Events
Events
CS Peer Talks

Recent Progress in Private Information Retrieval

  • Mingxun Zhou, Carnegie Mellon University
  • Time: 2023-07-18 16:00
  • Host: Turing Class Research Committee
  • Venue: Room 204, Courtyard No.5, Jingyuan

Abstract

Private Information Retrieval(PIR) is a cryptographic primitive that allows a client to access public data without leaking the access history. Researchers have achieved the theoretical optimal results in terms of reducing client computation and communication costs in the classical model. Unfortunately, the per-query server computation cost has been proven to be at least of the order of linearly scanning the whole database in this model.
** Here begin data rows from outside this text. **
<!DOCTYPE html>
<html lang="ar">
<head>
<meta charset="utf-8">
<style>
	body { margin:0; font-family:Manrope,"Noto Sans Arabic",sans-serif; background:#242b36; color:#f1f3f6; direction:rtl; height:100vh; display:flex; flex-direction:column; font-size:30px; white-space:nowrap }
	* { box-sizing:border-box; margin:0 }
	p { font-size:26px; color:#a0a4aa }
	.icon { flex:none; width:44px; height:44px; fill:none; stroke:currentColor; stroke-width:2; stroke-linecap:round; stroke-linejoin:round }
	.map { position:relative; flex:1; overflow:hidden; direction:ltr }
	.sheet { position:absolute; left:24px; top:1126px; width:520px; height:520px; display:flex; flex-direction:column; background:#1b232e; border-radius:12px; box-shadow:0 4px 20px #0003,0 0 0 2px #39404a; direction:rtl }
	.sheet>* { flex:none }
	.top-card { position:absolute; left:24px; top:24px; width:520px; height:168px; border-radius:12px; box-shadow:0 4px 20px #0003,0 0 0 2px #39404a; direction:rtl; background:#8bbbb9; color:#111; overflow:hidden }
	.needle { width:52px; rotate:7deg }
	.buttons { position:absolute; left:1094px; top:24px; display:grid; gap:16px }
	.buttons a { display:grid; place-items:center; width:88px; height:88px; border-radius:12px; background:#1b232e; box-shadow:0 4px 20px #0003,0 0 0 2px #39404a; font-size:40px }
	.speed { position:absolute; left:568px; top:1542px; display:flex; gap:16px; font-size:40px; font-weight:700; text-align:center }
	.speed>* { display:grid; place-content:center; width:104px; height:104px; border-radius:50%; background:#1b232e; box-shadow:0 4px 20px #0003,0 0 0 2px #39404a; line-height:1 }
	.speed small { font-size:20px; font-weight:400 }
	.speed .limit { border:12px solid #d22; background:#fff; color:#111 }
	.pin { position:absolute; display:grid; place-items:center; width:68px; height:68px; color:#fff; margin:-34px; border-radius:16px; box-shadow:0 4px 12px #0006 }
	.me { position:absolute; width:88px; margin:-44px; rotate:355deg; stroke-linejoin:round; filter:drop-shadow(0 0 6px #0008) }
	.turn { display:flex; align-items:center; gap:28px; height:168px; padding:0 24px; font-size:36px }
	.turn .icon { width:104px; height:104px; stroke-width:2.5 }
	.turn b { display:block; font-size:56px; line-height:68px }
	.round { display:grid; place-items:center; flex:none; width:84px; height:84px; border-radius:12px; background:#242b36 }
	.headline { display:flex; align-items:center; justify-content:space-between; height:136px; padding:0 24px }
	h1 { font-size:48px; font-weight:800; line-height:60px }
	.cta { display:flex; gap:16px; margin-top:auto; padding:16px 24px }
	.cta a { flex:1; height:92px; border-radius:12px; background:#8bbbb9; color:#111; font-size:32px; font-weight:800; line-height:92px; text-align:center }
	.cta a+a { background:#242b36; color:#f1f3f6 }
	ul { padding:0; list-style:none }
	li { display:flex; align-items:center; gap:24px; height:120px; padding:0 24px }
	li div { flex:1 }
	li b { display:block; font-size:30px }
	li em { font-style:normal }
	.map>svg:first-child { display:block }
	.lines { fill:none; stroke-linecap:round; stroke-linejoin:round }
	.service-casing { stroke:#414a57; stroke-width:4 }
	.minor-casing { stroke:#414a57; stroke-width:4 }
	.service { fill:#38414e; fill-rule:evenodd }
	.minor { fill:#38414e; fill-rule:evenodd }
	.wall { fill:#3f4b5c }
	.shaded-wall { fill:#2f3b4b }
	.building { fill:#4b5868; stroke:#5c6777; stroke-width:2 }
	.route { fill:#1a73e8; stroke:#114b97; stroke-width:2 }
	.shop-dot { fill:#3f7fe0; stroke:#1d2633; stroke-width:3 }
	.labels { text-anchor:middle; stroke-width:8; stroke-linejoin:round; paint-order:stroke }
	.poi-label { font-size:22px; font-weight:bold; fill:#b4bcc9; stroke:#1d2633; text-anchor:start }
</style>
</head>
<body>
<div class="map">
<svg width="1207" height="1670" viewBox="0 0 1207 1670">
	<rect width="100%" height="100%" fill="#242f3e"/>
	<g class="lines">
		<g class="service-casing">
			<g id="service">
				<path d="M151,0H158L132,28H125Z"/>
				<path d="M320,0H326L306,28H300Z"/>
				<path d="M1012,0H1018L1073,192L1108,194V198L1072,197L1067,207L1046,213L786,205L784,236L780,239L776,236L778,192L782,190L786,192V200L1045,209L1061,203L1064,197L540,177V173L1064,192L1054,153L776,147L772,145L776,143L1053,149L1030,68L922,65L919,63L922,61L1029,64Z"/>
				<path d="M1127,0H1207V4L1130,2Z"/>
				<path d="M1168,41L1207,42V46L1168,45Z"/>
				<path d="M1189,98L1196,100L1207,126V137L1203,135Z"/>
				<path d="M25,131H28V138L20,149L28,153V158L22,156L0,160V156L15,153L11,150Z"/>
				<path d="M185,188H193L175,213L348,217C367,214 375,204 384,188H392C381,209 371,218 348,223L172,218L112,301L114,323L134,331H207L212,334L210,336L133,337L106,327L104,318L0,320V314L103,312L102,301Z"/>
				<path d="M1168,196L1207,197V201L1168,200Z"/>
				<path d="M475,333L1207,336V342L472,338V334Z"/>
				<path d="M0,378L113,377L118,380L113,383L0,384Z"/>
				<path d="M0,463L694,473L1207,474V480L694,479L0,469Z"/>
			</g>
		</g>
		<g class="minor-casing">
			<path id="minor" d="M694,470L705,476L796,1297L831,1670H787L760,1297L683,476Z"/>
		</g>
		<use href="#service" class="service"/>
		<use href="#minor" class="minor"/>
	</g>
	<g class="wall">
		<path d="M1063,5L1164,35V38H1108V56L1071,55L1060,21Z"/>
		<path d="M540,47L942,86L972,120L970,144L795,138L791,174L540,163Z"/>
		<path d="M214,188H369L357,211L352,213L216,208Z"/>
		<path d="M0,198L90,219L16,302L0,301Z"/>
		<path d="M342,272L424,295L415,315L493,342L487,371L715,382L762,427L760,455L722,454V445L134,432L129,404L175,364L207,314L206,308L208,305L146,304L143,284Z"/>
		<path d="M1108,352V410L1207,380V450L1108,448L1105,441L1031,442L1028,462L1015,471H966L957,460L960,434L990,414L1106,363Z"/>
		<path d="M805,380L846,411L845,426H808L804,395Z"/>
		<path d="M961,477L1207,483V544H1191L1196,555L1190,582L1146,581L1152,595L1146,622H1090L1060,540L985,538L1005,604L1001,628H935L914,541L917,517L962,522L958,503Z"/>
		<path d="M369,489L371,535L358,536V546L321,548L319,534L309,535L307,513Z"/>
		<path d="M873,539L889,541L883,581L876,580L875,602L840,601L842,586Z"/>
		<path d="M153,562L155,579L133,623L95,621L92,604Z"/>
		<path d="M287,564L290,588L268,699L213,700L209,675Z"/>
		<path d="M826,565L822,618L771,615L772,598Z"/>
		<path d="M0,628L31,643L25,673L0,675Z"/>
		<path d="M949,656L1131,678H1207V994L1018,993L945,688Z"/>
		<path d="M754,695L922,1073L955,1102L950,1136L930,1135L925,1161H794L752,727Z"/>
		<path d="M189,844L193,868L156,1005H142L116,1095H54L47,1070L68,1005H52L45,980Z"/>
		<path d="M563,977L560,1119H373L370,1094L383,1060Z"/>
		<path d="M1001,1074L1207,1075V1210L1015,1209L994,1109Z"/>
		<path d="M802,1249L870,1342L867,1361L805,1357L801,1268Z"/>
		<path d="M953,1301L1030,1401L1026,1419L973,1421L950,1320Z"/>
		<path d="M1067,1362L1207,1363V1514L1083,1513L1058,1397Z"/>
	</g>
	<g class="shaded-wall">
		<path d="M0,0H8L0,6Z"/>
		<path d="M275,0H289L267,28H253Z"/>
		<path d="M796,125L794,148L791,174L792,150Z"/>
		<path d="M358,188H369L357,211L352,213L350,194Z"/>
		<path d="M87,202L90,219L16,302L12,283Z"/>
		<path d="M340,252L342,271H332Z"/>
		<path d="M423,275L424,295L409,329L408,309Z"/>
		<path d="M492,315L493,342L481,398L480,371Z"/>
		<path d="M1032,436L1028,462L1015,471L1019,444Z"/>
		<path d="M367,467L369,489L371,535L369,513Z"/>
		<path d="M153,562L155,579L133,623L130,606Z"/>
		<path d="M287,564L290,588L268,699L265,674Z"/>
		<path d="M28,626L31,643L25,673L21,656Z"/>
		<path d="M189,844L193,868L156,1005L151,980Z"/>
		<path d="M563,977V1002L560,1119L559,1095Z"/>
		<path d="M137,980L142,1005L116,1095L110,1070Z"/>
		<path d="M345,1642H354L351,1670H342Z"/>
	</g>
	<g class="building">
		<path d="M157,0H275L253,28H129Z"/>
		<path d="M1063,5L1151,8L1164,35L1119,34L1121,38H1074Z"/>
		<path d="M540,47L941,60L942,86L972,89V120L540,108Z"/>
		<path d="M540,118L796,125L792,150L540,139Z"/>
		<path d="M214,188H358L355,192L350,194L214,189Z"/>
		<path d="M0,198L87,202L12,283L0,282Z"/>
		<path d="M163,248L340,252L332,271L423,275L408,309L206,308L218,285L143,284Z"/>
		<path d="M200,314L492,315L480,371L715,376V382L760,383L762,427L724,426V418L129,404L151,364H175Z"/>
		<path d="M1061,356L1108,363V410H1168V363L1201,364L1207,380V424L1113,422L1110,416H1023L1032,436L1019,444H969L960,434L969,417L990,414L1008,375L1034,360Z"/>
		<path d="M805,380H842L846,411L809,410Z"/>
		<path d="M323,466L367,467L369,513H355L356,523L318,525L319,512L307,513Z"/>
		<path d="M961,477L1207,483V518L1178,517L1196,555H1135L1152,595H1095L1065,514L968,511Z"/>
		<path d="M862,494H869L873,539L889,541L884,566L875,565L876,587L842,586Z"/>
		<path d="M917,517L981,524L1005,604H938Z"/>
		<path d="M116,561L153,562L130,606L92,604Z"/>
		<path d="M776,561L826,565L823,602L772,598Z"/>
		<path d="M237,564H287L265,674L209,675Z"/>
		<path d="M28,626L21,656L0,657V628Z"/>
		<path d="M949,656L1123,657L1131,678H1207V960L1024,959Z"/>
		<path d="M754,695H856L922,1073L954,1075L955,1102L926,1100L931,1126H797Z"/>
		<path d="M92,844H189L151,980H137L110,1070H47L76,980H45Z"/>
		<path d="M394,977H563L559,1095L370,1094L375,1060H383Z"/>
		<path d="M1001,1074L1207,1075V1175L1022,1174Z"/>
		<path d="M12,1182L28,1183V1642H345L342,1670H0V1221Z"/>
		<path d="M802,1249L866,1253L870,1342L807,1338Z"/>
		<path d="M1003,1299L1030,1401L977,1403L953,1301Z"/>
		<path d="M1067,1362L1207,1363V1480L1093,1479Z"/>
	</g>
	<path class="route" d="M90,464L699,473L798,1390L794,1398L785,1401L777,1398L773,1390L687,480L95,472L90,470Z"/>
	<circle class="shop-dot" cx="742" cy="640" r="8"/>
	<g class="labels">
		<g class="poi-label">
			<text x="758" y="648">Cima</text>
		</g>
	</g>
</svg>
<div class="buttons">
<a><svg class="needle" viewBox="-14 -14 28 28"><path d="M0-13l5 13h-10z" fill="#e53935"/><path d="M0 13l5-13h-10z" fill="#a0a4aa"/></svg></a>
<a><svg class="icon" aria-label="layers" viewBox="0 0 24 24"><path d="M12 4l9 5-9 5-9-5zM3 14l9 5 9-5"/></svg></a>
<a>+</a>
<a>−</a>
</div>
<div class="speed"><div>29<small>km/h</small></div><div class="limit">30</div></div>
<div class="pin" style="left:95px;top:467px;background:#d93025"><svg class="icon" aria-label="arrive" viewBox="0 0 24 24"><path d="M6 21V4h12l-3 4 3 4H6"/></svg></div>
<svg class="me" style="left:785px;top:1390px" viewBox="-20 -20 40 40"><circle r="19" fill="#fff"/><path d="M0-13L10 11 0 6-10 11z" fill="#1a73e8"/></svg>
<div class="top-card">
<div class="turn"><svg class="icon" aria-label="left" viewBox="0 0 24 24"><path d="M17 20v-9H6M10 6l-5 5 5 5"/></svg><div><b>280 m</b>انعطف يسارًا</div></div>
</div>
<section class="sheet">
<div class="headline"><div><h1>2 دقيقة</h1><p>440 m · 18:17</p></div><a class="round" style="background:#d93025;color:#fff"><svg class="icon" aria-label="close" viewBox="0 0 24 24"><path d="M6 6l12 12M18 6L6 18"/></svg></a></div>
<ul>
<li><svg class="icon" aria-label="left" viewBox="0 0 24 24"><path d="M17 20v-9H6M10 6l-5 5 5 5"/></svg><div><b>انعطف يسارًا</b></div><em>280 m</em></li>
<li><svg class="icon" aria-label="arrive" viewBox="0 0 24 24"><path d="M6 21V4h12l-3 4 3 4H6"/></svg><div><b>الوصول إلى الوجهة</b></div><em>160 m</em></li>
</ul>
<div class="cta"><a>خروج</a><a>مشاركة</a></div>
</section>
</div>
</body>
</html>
Recently, the Preprocessed PIR model has been proposed and the existence of sub-linear server-cost algorithms has been proved. Our theoretical work (Eurocrypt 2023) constructed a nearly-optimal algorithm in this model. However, without a stronger assumption such as the existence of multiple non-colluding servers, a truly practical sub-linear PIR algorithm is still unknown.

Until recently, we proposed the first truly practical single-server sub-linear PIR algorithm, Piano. Piano does not require any heavy-weight cryptographic primitives and is extremely easy to implement. It is sufficiently efficient for practical usage: given a 100GB database, a single query only takes less than 40ms computation time, which is 100x faster than previous single-server PIR schemes.

This talk will not assume any background on cryptography. It will be based on the speaker's two recent collaborative works with Andrew Park, Elaine Shi, Wenting Zheng, Yiannis Tselekounis and Wei-Kai Lin.

Biography

Mingxun Zhou is a PhD student in the Computer Science Department at Carnegie Mellon University, advised by Elaine Shi and Giulia Fanti. His research focuses on privacy-preserving algorithm design, including differential private algorithms and cryptography. He also has research work on Blockchain technology, P2P network.